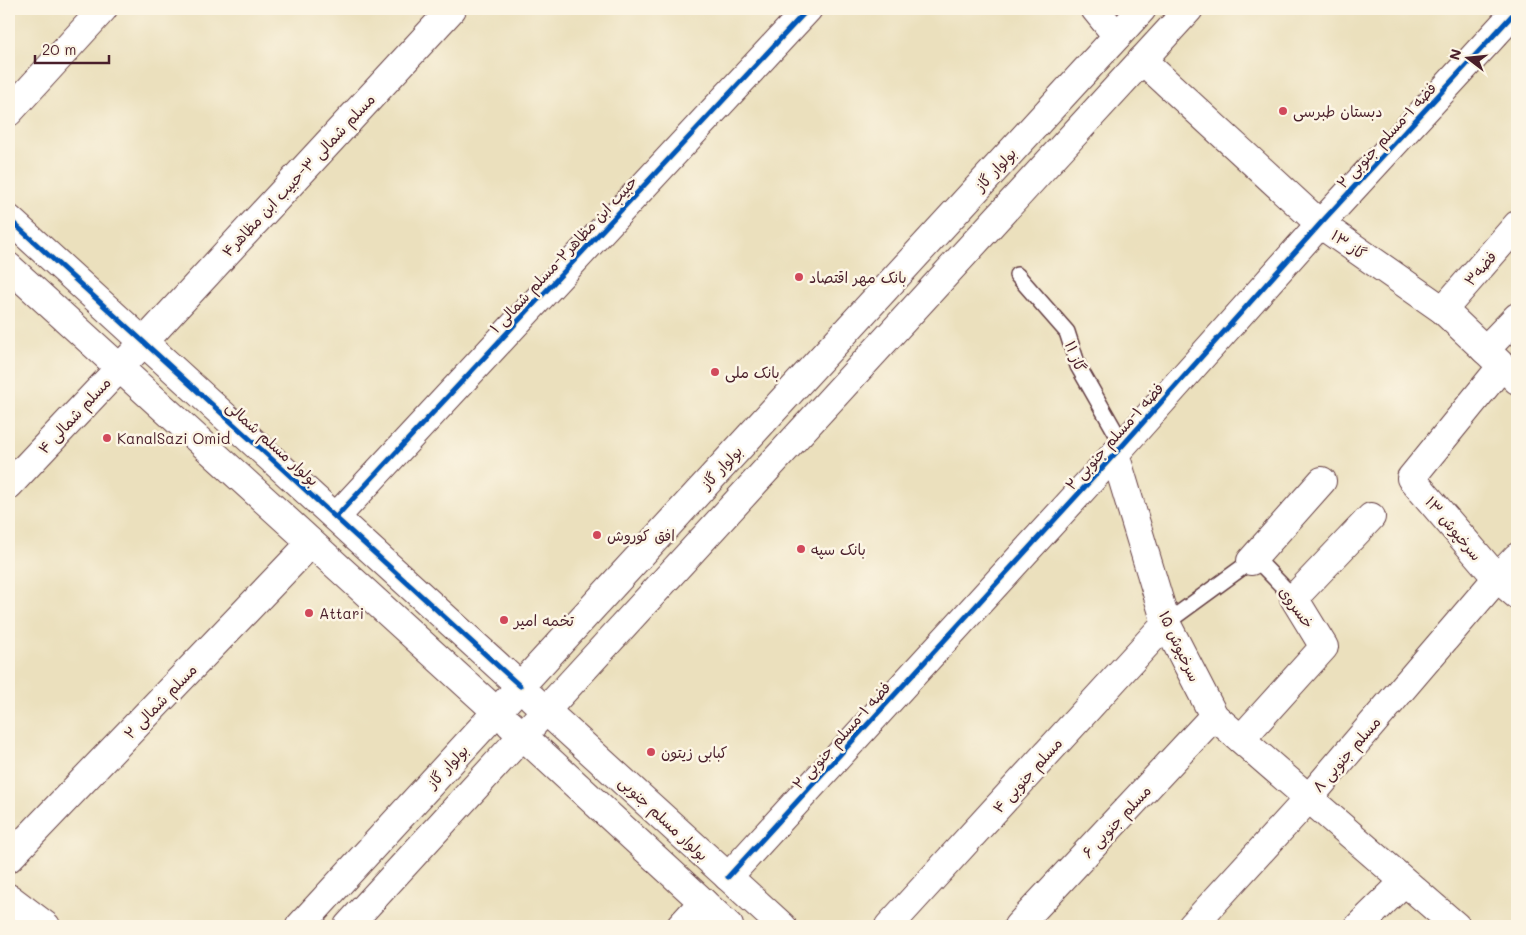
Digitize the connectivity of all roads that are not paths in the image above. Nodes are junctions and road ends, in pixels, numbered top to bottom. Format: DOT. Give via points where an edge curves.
graph roads {
  1 [pos="103,9"];
  2 [pos="452,9"];
  3 [pos="808,9"];
  4 [pos="1095,9"];
  5 [pos="1142,9"];
  6 [pos="1189,9"];
  7 [pos="1517,10"];
  8 [pos="1116,36"];
  9 [pos="1142,60"];
  10 [pos="9,112"];
  11 [pos="9,219"];
  12 [pos="1320,224"];
  13 [pos="1517,226"];
  14 [pos="9,267"];
  15 [pos="1017,275"];
  16 [pos="1442,310"];
  17 [pos="1517,317"];
  18 [pos="144,342"];
  19 [pos="1502,365"];
  20 [pos="119,367"];
  21 [pos="1119,450"];
  22 [pos="1322,482"];
  23 [pos="9,485"];
  24 [pos="336,517"];
  25 [pos="1370,517"];
  26 [pos="311,543"];
  27 [pos="1517,557"];
  28 [pos="1251,561"];
  29 [pos="1507,586"];
  30 [pos="1294,598"];
  31 [pos="1166,623"];
  32 [pos="520,686"];
  33 [pos="546,710"];
  34 [pos="496,712"];
  35 [pos="1214,716"];
  36 [pos="522,736"];
  37 [pos="1241,739"];
  38 [pos="1308,799"];
  39 [pos="9,858"];
  40 [pos="728,877"];
  41 [pos="1404,882"];
  42 [pos="9,898"];
  43 [pos="703,902"];
  44 [pos="46,926"];
  45 [pos="300,926"];
  46 [pos="348,926"];
  47 [pos="681,926"];
  48 [pos="729,926"];
  49 [pos="782,926"];
  50 [pos="889,926"];
  51 [pos="1018,926"];
  52 [pos="1192,926"];
  53 [pos="1359,926"];
  54 [pos="1456,926"];
  1 -- 10 [label="street"];
  2 -- 18 [label="street, مسلم شمالی ۳-حبیب ابن مظاهر۴"];
  3 -- 24 [label="street, حبیب ابن مظاهر۲-مسلم شمالی ۱"];
  4 -- 8 [label="street"];
  5 -- 8 [label="street, بولوار گاز"];
  6 -- 9 [label="street"];
  7 -- 12 [label="street, فضه ۱-مسلم جنوبی ۲"];
  8 -- 32 [label="street, بولوار گاز"];
  9 -- 12 [label="street, گاز ۱۳"];
  9 -- 33 [label="street"];
  11 -- 18 [label="street, بولوار مسلم شمالی"];
  12 -- 16 [label="street, گاز ۱۳"];
  12 -- 21 [label="street, فضه ۱-مسلم جنوبی ۲"];
  13 -- 16 [label="street, فضه۳"];
  14 -- 20 [label="street"];
  15 -- 21 [label="lane, گاز ۱۱" via="1067,332 1078,366"];
  16 -- 19 [label="street, گاز ۱۳"];
  17 -- 19 [label="street"];
  18 -- 20 [label="street, مسلم شمالی ۳-حبیب ابن مظاهر۴"];
  18 -- 24 [label="street, بولوار مسلم شمالی"];
  19 -- 29 [label="street, سرخپوش ۱۳" via="1411,478"];
  20 -- 23 [label="street, مسلم شمالی ۴"];
  20 -- 26 [label="street"];
  21 -- 31 [label="street, سرخپوش ۱۵"];
  21 -- 40 [label="street, فضه ۱-مسلم جنوبی ۲"];
  22 -- 28 [label="street"];
  24 -- 32 [label="street, بولوار مسلم شمالی"];
  25 -- 30 [label="street"];
  26 -- 34 [label="street"];
  26 -- 39 [label="street, مسلم شمالی ۲"];
  27 -- 29 [label="street, مسلم جنوبی ۸"];
  28 -- 30 [label="lane, خسروی" via="1259,562"];
  28 -- 31 [label="lane"];
  29 -- 38 [label="street, مسلم جنوبی ۸"];
  30 -- 37 [label="street, خسروی" via="1324,647"];
  31 -- 35 [label="street, سرخپوش ۱۵"];
  31 -- 50 [label="street, مسلم جنوبی ۴"];
  32 -- 33 [label="street, بولوار مسلم شمالی"];
  32 -- 34 [label="street, بولوار گاز"];
  33 -- 36 [label="street"];
  33 -- 40 [label="street, بولوار مسلم جنوبی"];
  34 -- 36 [label="street"];
  34 -- 45 [label="street, بولوار گاز"];
  35 -- 37 [label="street, سرخپوش ۱۵"];
  35 -- 51 [label="street, مسلم جنوبی ۶"];
  36 -- 43 [label="street"];
  36 -- 46 [label="street"];
  37 -- 38 [label="street, سرخپوش ۱۵"];
  38 -- 41 [label="street, سرخپوش ۱۵"];
  38 -- 52 [label="street, مسلم جنوبی ۸"];
  40 -- 49 [label="street, بولوار مسلم جنوبی"];
  41 -- 53 [label="street"];
  41 -- 54 [label="street, سرخپوش ۱۵"];
  42 -- 44 [label="street"];
  43 -- 47 [label="street"];
  43 -- 48 [label="street"];
}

Work instructions:
Retype the entire listing exactly as it appears, dropping only the pictures.

Expected answer:
Digitize the connectivity of all roads that are not paths in the image above. Nodes are junctions and road ends, in pixels, numbered top to bottom. Format: DOT. Give via points where an edge curves.
graph roads {
  1 [pos="103,9"];
  2 [pos="452,9"];
  3 [pos="808,9"];
  4 [pos="1095,9"];
  5 [pos="1142,9"];
  6 [pos="1189,9"];
  7 [pos="1517,10"];
  8 [pos="1116,36"];
  9 [pos="1142,60"];
  10 [pos="9,112"];
  11 [pos="9,219"];
  12 [pos="1320,224"];
  13 [pos="1517,226"];
  14 [pos="9,267"];
  15 [pos="1017,275"];
  16 [pos="1442,310"];
  17 [pos="1517,317"];
  18 [pos="144,342"];
  19 [pos="1502,365"];
  20 [pos="119,367"];
  21 [pos="1119,450"];
  22 [pos="1322,482"];
  23 [pos="9,485"];
  24 [pos="336,517"];
  25 [pos="1370,517"];
  26 [pos="311,543"];
  27 [pos="1517,557"];
  28 [pos="1251,561"];
  29 [pos="1507,586"];
  30 [pos="1294,598"];
  31 [pos="1166,623"];
  32 [pos="520,686"];
  33 [pos="546,710"];
  34 [pos="496,712"];
  35 [pos="1214,716"];
  36 [pos="522,736"];
  37 [pos="1241,739"];
  38 [pos="1308,799"];
  39 [pos="9,858"];
  40 [pos="728,877"];
  41 [pos="1404,882"];
  42 [pos="9,898"];
  43 [pos="703,902"];
  44 [pos="46,926"];
  45 [pos="300,926"];
  46 [pos="348,926"];
  47 [pos="681,926"];
  48 [pos="729,926"];
  49 [pos="782,926"];
  50 [pos="889,926"];
  51 [pos="1018,926"];
  52 [pos="1192,926"];
  53 [pos="1359,926"];
  54 [pos="1456,926"];
  1 -- 10 [label="street"];
  2 -- 18 [label="street, مسلم شمالی ۳-حبیب ابن مظاهر۴"];
  3 -- 24 [label="street, حبیب ابن مظاهر۲-مسلم شمالی ۱"];
  4 -- 8 [label="street"];
  5 -- 8 [label="street, بولوار گاز"];
  6 -- 9 [label="street"];
  7 -- 12 [label="street, فضه ۱-مسلم جنوبی ۲"];
  8 -- 32 [label="street, بولوار گاز"];
  9 -- 12 [label="street, گاز ۱۳"];
  9 -- 33 [label="street"];
  11 -- 18 [label="street, بولوار مسلم شمالی"];
  12 -- 16 [label="street, گاز ۱۳"];
  12 -- 21 [label="street, فضه ۱-مسلم جنوبی ۲"];
  13 -- 16 [label="street, فضه۳"];
  14 -- 20 [label="street"];
  15 -- 21 [label="lane, گاز ۱۱" via="1067,332 1078,366"];
  16 -- 19 [label="street, گاز ۱۳"];
  17 -- 19 [label="street"];
  18 -- 20 [label="street, مسلم شمالی ۳-حبیب ابن مظاهر۴"];
  18 -- 24 [label="street, بولوار مسلم شمالی"];
  19 -- 29 [label="street, سرخپوش ۱۳" via="1411,478"];
  20 -- 23 [label="street, مسلم شمالی ۴"];
  20 -- 26 [label="street"];
  21 -- 31 [label="street, سرخپوش ۱۵"];
  21 -- 40 [label="street, فضه ۱-مسلم جنوبی ۲"];
  22 -- 28 [label="street"];
  24 -- 32 [label="street, بولوار مسلم شمالی"];
  25 -- 30 [label="street"];
  26 -- 34 [label="street"];
  26 -- 39 [label="street, مسلم شمالی ۲"];
  27 -- 29 [label="street, مسلم جنوبی ۸"];
  28 -- 30 [label="lane, خسروی" via="1259,562"];
  28 -- 31 [label="lane"];
  29 -- 38 [label="street, مسلم جنوبی ۸"];
  30 -- 37 [label="street, خسروی" via="1324,647"];
  31 -- 35 [label="street, سرخپوش ۱۵"];
  31 -- 50 [label="street, مسلم جنوبی ۴"];
  32 -- 33 [label="street, بولوار مسلم شمالی"];
  32 -- 34 [label="street, بولوار گاز"];
  33 -- 36 [label="street"];
  33 -- 40 [label="street, بولوار مسلم جنوبی"];
  34 -- 36 [label="street"];
  34 -- 45 [label="street, بولوار گاز"];
  35 -- 37 [label="street, سرخپوش ۱۵"];
  35 -- 51 [label="street, مسلم جنوبی ۶"];
  36 -- 43 [label="street"];
  36 -- 46 [label="street"];
  37 -- 38 [label="street, سرخپوش ۱۵"];
  38 -- 41 [label="street, سرخپوش ۱۵"];
  38 -- 52 [label="street, مسلم جنوبی ۸"];
  40 -- 49 [label="street, بولوار مسلم جنوبی"];
  41 -- 53 [label="street"];
  41 -- 54 [label="street, سرخپوش ۱۵"];
  42 -- 44 [label="street"];
  43 -- 47 [label="street"];
  43 -- 48 [label="street"];
}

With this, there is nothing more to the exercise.